WHAT YOU WILL DO: After reading each line of the entries, give the number of lines that contain "dead" and nothing else.

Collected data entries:
—————
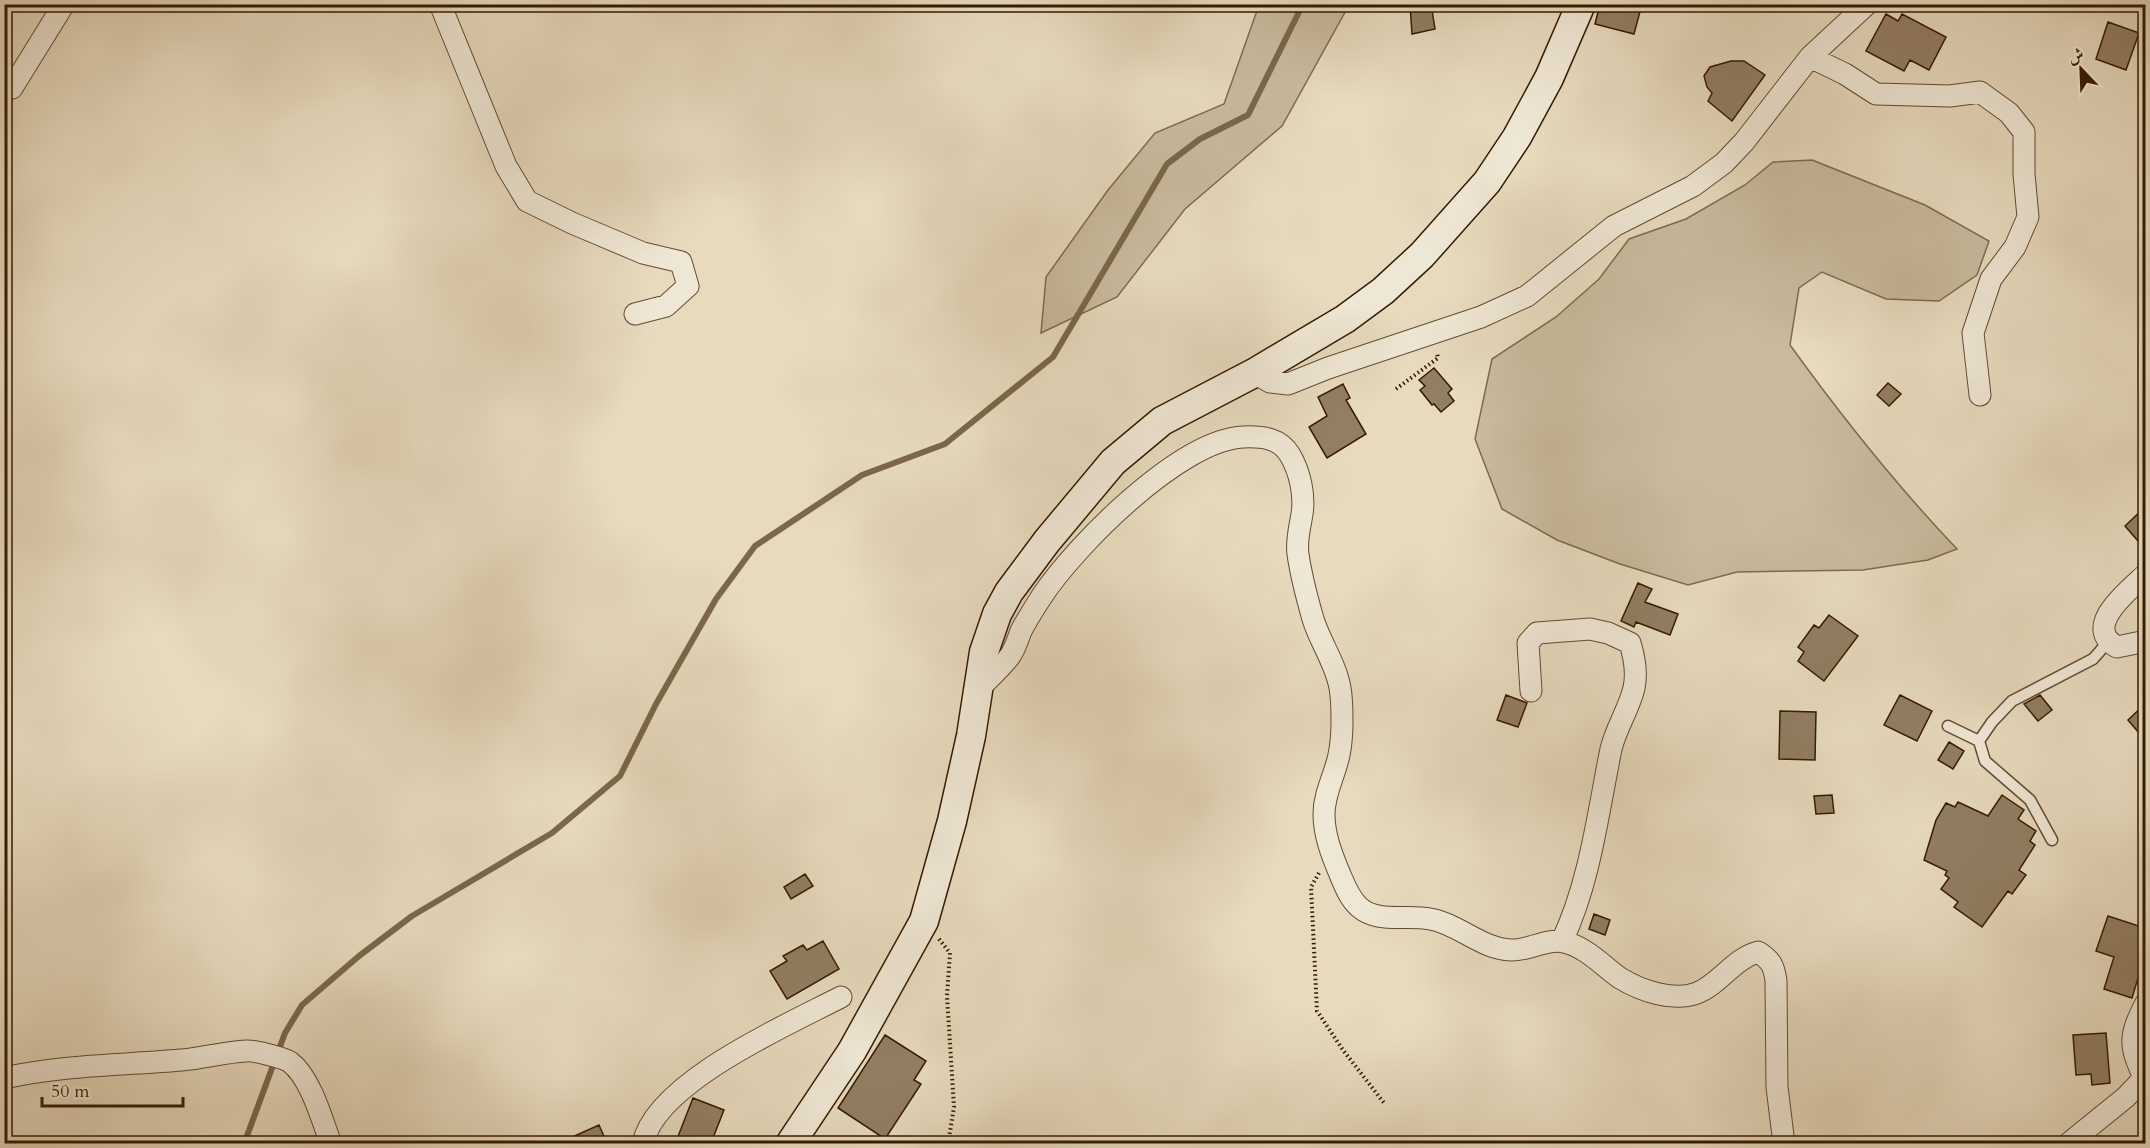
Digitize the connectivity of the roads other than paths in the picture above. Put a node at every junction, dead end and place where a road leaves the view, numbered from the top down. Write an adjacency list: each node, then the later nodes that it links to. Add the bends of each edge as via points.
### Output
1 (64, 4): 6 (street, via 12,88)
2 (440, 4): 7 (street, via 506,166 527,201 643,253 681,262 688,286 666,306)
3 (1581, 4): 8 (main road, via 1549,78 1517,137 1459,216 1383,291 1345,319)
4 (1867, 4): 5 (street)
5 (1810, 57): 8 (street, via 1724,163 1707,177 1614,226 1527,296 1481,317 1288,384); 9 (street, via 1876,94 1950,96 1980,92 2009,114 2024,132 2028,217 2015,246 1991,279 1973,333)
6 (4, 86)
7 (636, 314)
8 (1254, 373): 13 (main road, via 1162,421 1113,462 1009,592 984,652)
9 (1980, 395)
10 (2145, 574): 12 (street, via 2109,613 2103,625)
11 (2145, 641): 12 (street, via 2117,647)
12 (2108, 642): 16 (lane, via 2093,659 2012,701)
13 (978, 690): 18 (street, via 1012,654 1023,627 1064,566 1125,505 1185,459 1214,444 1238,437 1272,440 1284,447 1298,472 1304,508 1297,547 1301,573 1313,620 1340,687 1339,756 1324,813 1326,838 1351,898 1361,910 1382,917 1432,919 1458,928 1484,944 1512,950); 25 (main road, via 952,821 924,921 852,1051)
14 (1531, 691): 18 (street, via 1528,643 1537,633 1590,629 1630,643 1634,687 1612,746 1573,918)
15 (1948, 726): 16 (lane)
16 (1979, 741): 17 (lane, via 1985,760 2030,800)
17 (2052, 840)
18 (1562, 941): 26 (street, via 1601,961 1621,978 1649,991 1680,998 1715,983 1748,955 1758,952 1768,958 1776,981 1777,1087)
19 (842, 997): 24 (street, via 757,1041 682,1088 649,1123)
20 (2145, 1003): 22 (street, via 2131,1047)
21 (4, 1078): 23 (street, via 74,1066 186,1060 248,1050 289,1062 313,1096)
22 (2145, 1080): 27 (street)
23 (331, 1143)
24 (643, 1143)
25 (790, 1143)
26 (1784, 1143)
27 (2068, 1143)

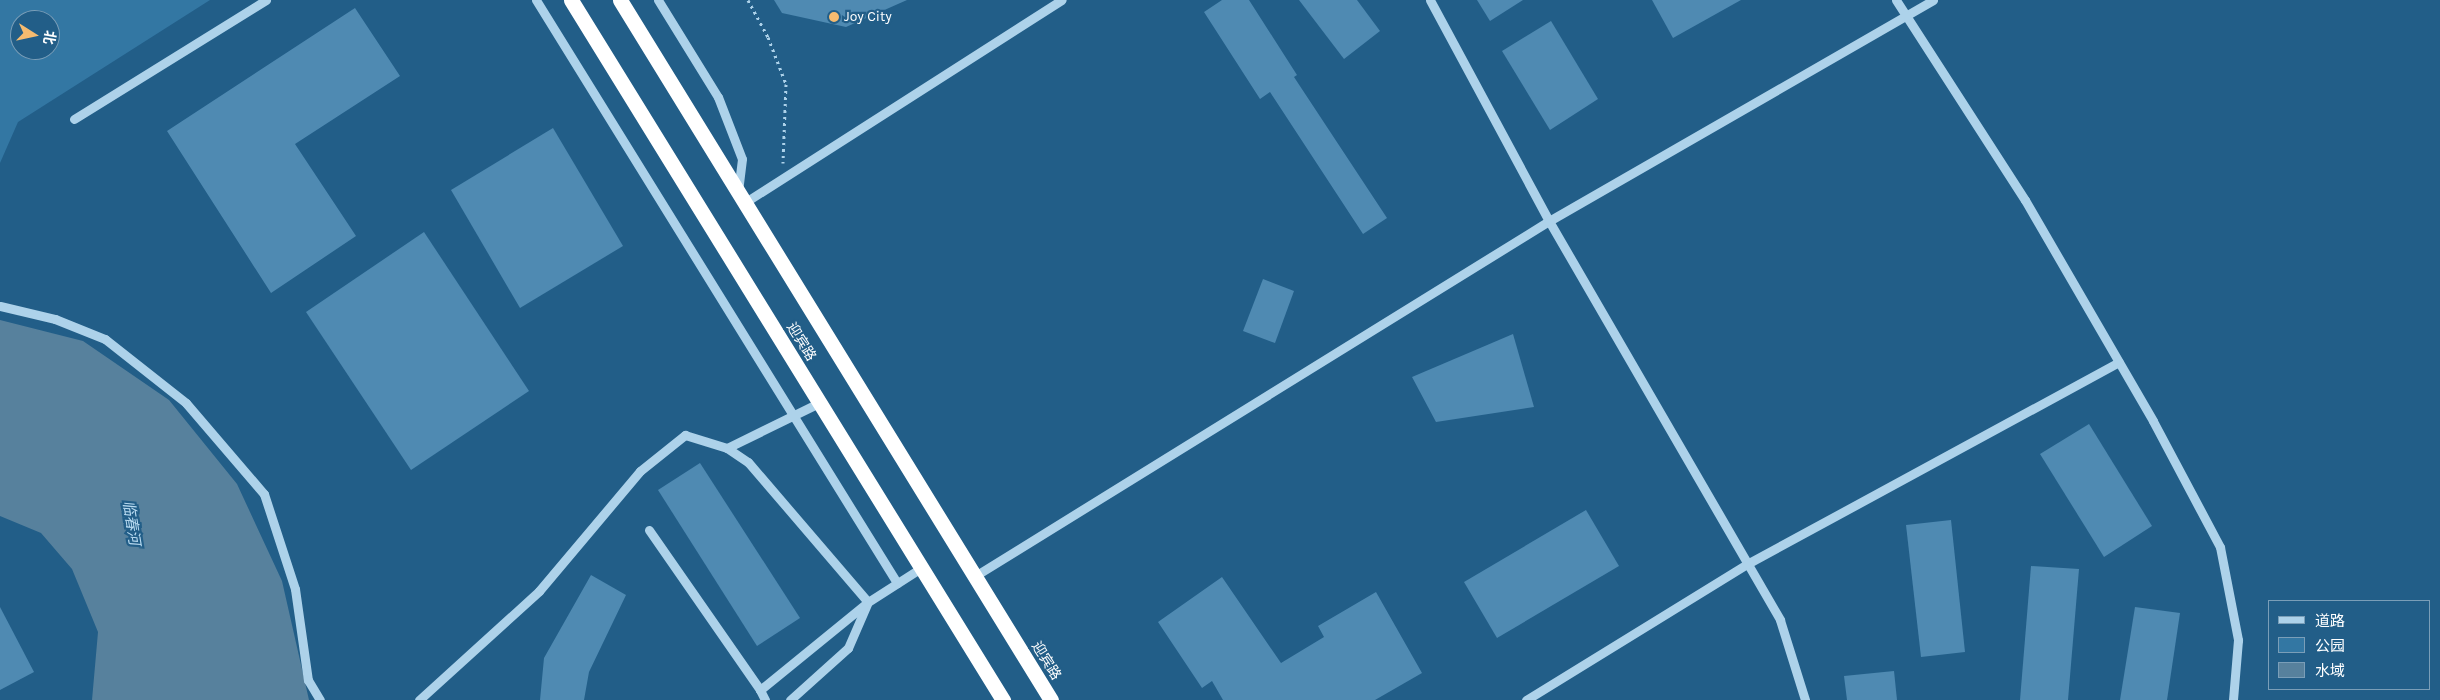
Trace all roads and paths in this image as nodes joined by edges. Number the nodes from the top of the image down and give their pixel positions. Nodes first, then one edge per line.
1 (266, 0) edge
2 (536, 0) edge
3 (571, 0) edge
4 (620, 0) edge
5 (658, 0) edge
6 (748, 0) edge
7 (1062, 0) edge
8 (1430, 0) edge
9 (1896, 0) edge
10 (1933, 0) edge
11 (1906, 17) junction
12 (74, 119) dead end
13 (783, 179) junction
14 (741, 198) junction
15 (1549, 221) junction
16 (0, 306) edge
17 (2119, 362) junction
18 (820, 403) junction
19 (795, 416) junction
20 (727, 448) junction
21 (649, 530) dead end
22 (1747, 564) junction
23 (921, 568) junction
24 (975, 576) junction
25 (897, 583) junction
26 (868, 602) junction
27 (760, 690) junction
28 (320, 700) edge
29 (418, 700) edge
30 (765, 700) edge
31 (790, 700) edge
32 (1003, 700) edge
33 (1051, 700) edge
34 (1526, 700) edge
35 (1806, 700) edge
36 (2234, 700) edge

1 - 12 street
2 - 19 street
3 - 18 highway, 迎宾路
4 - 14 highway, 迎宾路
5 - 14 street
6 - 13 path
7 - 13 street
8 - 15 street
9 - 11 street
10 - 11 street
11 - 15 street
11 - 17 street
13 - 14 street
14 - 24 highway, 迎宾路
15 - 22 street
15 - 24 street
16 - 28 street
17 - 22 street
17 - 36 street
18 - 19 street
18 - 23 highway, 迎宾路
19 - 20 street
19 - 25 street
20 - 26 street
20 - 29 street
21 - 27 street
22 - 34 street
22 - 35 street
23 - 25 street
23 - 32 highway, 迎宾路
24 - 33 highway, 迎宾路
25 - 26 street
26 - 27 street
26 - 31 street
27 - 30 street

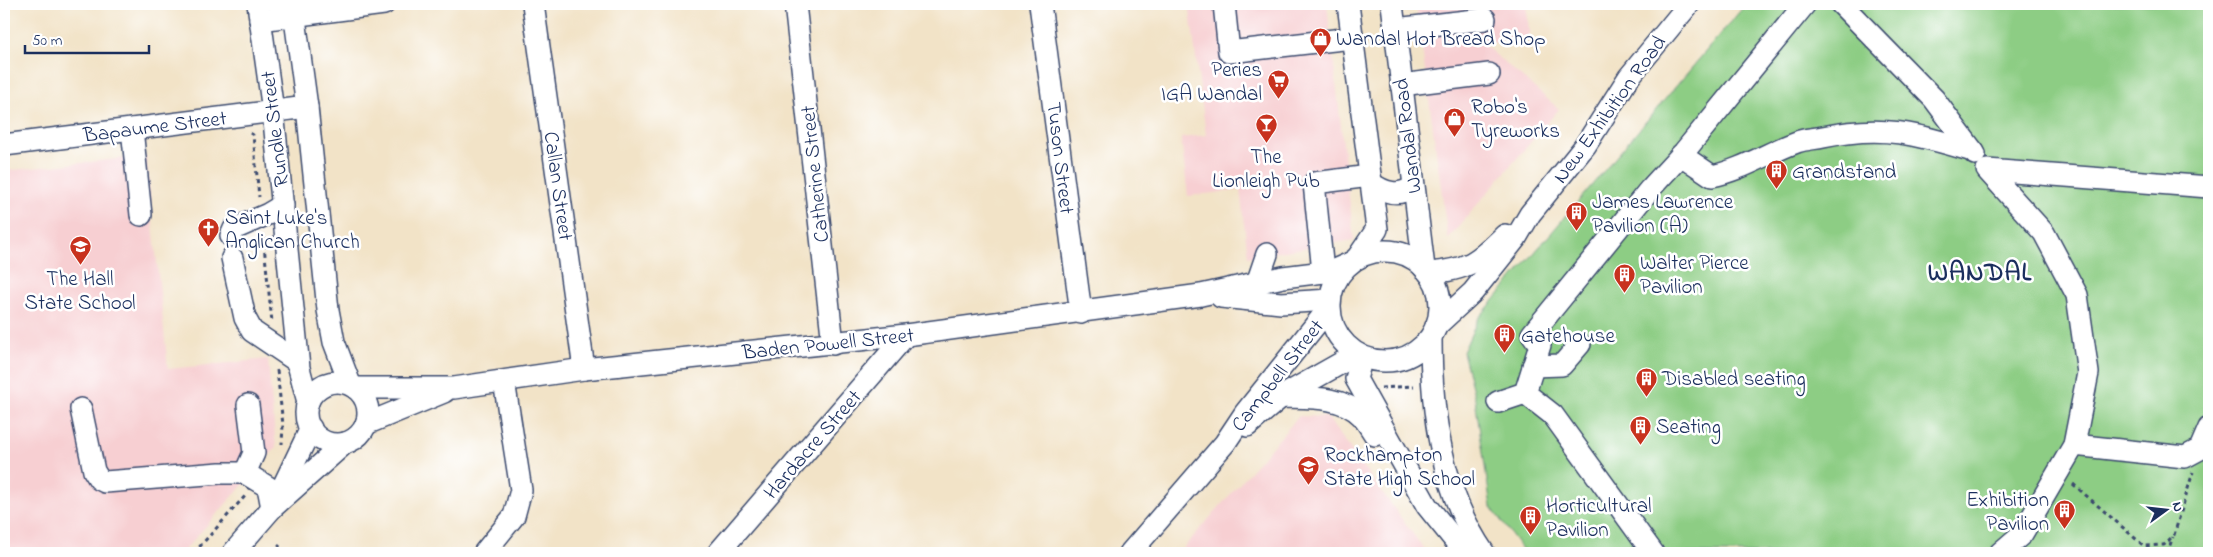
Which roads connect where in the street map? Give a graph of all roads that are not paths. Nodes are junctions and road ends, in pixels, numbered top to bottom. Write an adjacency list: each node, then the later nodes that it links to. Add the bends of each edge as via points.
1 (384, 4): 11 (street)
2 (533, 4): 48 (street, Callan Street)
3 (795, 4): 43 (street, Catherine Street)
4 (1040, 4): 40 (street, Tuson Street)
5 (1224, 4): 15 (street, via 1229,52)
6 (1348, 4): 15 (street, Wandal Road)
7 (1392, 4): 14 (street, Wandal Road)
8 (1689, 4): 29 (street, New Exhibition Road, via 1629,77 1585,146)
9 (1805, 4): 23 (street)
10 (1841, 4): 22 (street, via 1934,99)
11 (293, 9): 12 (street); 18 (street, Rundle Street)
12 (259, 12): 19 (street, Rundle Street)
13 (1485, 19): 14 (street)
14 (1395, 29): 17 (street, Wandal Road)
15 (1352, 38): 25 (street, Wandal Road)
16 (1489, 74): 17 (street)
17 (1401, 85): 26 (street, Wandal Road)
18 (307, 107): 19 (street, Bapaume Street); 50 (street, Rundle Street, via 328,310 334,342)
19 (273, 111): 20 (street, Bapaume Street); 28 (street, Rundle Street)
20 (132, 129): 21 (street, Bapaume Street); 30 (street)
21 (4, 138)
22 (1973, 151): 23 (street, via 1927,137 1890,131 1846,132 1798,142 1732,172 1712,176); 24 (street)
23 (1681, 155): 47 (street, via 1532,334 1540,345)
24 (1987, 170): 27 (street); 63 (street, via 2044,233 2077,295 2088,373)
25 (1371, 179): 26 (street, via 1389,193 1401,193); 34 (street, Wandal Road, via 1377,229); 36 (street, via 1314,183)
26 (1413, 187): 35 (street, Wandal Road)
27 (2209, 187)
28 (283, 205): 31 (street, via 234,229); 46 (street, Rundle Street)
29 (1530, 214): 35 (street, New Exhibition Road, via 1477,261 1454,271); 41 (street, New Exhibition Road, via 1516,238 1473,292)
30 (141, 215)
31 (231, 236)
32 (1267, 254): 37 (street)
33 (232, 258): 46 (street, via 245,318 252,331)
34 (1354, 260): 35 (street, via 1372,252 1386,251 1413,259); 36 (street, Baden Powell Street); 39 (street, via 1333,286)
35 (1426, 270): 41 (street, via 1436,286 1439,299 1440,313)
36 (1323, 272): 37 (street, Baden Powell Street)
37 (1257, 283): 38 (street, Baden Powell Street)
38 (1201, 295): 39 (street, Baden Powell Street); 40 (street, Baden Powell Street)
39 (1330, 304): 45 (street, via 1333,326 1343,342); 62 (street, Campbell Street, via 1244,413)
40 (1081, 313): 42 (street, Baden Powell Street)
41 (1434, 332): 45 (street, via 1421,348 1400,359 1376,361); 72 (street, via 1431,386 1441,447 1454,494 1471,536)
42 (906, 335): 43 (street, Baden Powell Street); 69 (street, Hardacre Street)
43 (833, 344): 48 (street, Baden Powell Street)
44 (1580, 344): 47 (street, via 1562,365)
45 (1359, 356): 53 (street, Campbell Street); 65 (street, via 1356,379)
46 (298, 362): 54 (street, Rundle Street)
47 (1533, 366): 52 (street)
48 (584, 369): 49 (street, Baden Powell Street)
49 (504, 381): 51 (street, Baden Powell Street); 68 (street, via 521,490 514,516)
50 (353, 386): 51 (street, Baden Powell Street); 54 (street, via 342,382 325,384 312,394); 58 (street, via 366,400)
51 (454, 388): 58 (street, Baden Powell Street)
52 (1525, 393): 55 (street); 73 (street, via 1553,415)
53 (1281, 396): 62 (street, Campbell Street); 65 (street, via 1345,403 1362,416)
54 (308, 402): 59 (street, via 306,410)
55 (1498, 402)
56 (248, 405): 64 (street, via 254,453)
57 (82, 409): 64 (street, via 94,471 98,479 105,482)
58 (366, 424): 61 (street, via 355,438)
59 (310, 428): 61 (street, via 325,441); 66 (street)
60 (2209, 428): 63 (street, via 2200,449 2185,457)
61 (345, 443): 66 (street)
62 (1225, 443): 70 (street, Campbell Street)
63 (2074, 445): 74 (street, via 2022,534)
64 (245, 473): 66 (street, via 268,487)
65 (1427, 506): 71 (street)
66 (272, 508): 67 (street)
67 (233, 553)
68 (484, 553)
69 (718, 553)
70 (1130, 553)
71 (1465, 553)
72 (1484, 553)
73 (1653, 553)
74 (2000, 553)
—————
RESPONSE: 3